60. The award of the Ndaragwa Land Disputes Tribunal having been adopted by the Principal Magistrate’s Court at Nyahururu ceased to exist on its own, and thus, could not be the subject of a declaration but could only be varied, vacated, set aside or reviewed by the same Court, or by an appellate Court in an appropriate proceedings.
61. The Petitioner, having been aggrieved by the outcome of their Appeal in the High Court ought to have ventilated issues raised in the present Petition in the court of Appeal instead of moving to a court of concurrent jurisdiction to ventilate the said issues.
62. In this proceedings, it is the Respondent’s case inter alia that this suit should be dismissed with costs as the same was res judicata by virtue of the proceedings in the Nakuru High Court Civil Appeal No. 175 of 2007.
63. The substantive law on res judicata is found in Section 7 of the Civil Procedure Act Cap 21 which provides that:
“No court shall try any suit or issue in which the matter directly and substantially in issue has been directly and substantially in issue in a former suit between the same parties, or between parties under whom they or any of them claim, litigating under the same title, in a court competent to try such subsequent suit or the suit in which such issue has been subsequently raised, and has been heard and finally decided by such court”
64. The doctrine of res judicata is important in adjudication of case and serves two important purposes;
i. it prevents multiplicity of suits which would ordinarily clog the courts, and heave unnecessary costs on the parties to litigate and defend two suits which ought to have been determined in a single suit and
ii. it ensures litigation comes to an end; disappointed parties are barred from camouflaging already decided cases in new garment in the art of pleadings.
65. The test in determining whether a matter is res judicata as stated was summarized in Bernard Mugo Ndegwa -vs- James Nderitu Githae and 2 Others (2010) eKLR, as follows that:
66. The matter in issue is identical in both suits;
i.
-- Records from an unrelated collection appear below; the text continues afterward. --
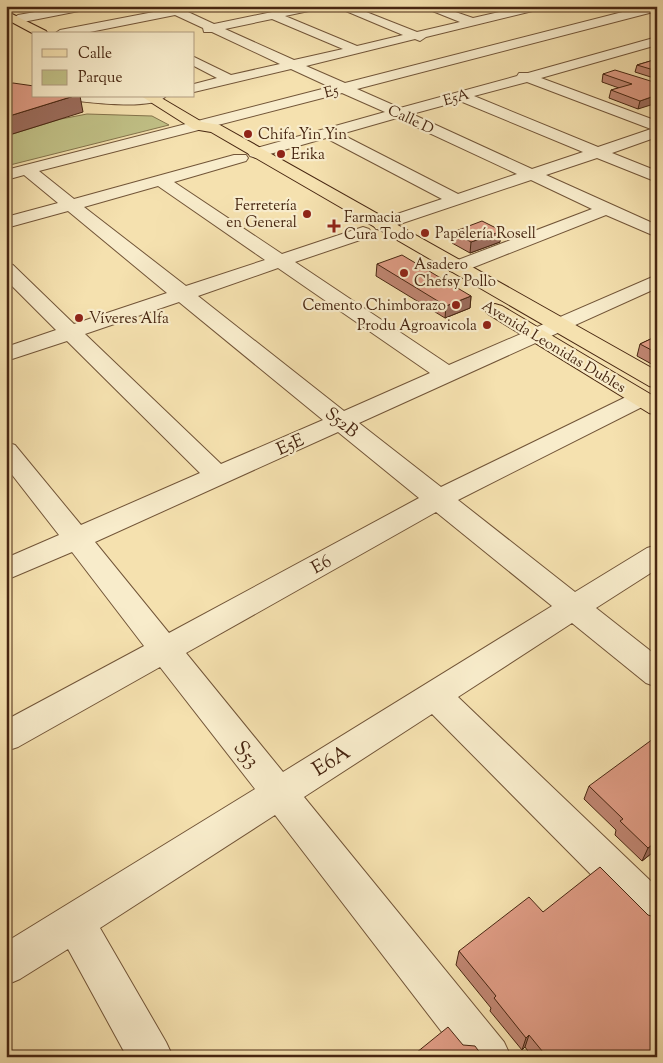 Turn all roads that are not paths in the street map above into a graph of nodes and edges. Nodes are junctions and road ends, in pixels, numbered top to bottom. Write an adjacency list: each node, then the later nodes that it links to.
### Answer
1 (44, 6): 13 (street)
2 (89, 6): 13 (street)
3 (202, 6): 9 (street)
4 (319, 6): 12 (street)
5 (340, 6): 21 (street)
6 (426, 6): 14 (street)
7 (510, 6): 10 (street)
8 (657, 7): 17 (street, E5)
9 (170, 9): 16 (street, Calle D); 19 (street)
10 (523, 10): 11 (street); 14 (street)
11 (541, 11)
12 (274, 16): 16 (street); 26 (street)
13 (10, 20): 18 (main road)
14 (472, 22): 21 (street)
15 (559, 22): 17 (street)
16 (213, 28): 20 (street); 32 (street, Calle D)
17 (577, 28): 24 (street); 28 (street, E5)
18 (37, 32)
19 (69, 32)
20 (195, 32)
21 (417, 35): 23 (street); 26 (street)
22 (657, 41): 24 (street, E5A)
23 (435, 42)
24 (636, 47): 27 (street); 30 (street, E5A)
25 (452, 49): 28 (street)
26 (356, 50): 32 (street)
27 (657, 53)
28 (470, 55): 31 (street); 38 (street, E5)
29 (195, 62): 36 (street)
30 (583, 62): 34 (street); 35 (street, E5A)
31 (494, 64)
32 (292, 65): 36 (street); 38 (street, Calle D)
33 (511, 71): 35 (street)
34 (610, 71)
35 (528, 77): 39 (street, E5A); 45 (street)
36 (230, 80): 37 (street)
37 (195, 88)
38 (342, 88): 43 (street, Calle D); 44 (street, E5)
39 (461, 96): 43 (street, E5A); 48 (street)
40 (89, 98): 41 (street)
41 (145, 98)
42 (155, 98): 44 (main road, Avenida Leonidas Dubles)
43 (398, 113): 47 (street, E5A); 51 (street, Calle D)
44 (198, 126): 49 (main road, Avenida Leonidas Dubles); 50 (street, E5)
45 (657, 126)
46 (657, 132): 48 (street)
47 (326, 133): 49 (street, E5A); 54 (street)
48 (597, 152): 51 (street); 52 (street)
49 (248, 155): 53 (street, E5A); 58 (main road, Avenida Leonidas Dubles); 60 (main road, Avenida Leonidas Dubles)
50 (16, 172): 55 (street, S52B)
51 (531, 174): 54 (street); 56 (street, Calle D)
52 (657, 177)
53 (160, 180): 55 (street, E5A); 61 (street)
54 (457, 200): 58 (street)
55 (71, 205): 57 (street, E5A); 65 (street, S52B)
56 (607, 209): 59 (street, Calle D); 63 (street)
57 (6, 223)
58 (382, 225): 63 (main road, Avenida Leonidas Dubles)
59 (657, 232)
60 (363, 233): 61 (street); 63 (main road, Avenida Leonidas Dubles)
61 (280, 261): 65 (street); 71 (street)
62 (6, 269): 68 (street)
63 (446, 276): 67 (main road, Avenida Leonidas Dubles)
64 (657, 282): 67 (street, E5E)
65 (182, 294): 68 (street); 73 (street, S52B)
66 (479, 301): 69 (main road, Avenida Leonidas Dubles)
67 (558, 325): 69 (street, E5E); 72 (main road, Avenida Leonidas Dubles)
68 (71, 332): 70 (street); 75 (street)
69 (537, 335): 71 (street, E5E); 72 (main road, Avenida Leonidas Dubles)
70 (6, 354)
71 (447, 374): 73 (street, E5E)
72 (651, 396): 76 (street, E6)
73 (341, 421): 75 (street, E5E); 76 (street, S52B)
74 (6, 450): 77 (street, S53)
75 (218, 476): 77 (street, E5E)
76 (439, 499): 80 (street, S52B); 81 (street, E6)
77 (77, 539): 79 (street, E5E); 81 (street, S53)
78 (657, 555): 80 (street, E6A)
79 (6, 570)
80 (574, 608): 82 (street, S52B); 83 (street, E6A)
81 (164, 650): 84 (street, E6); 85 (street, S53)
82 (657, 674)
83 (434, 695): 85 (street, E6A); 86 (street)
84 (6, 737)
85 (279, 793): 87 (street, E6A); 90 (street, S53)
86 (657, 914)
87 (75, 922): 88 (street, E6A); 89 (street)
88 (6, 966)
89 (151, 1057)
90 (489, 1057) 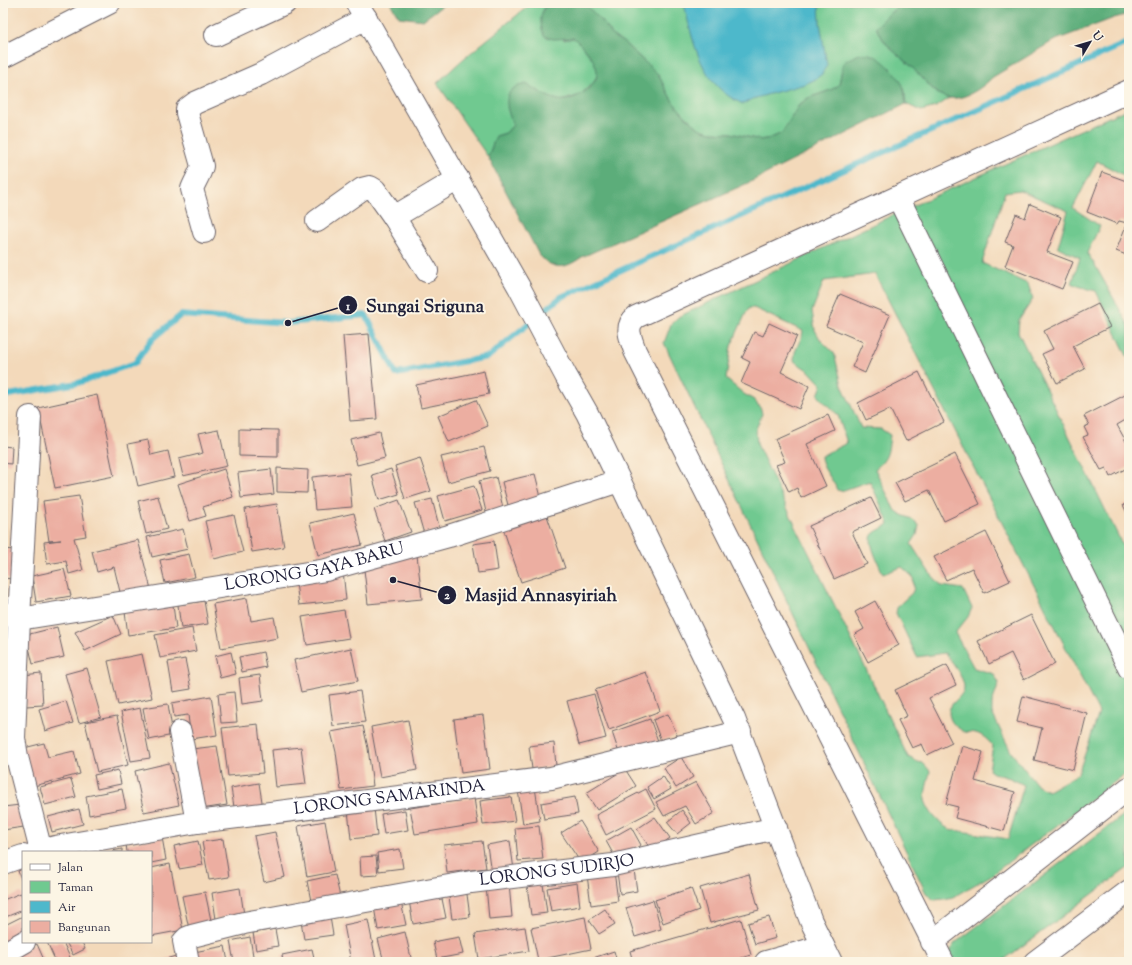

The parties in the suit are the same;
ii. Sameness of the title/claim;
iii. Concurrence of jurisdiction; and
iv. Finality of the previous decision.
67. Having found that the award issued by the Ndaragwa Land Disputes Tribunal became a Judgment of a Court of competent jurisdiction, and further that the same was not varied, vacated, set aside or reviewed by the same Court, or by the High Court as a 1st appellate Court with the result that the 3rd Respondents herein had been installed as the proprietors of the suit land.
68. I further find that the matters raised in the present Petition constitute matters that were pleaded both at the 2nd Respondent as well as in the High Court sitting in its capacity as a first Appellant court. That the Petition is thus a matter that is directly and substantially in issue with matters in the Nakuru High Court Civil Appeal No. 175 of 2007 and between the same parties. That the issues therein were subsequently heard and finally decided by a court of competent jurisdiction and therefore are Res judicata in terms of Section 7 of the Civil Procedure Act.
69. To that effect therefore, I find that said Preliminary Objection dated the 27th March 2018 is merited and is hereby upheld, with the upshot that the Petition dated the 4th May 2015 is herein struck out entirely with costs to the Respondents.
Dated and delivered at Nyahururu this 17th Day of January 2019.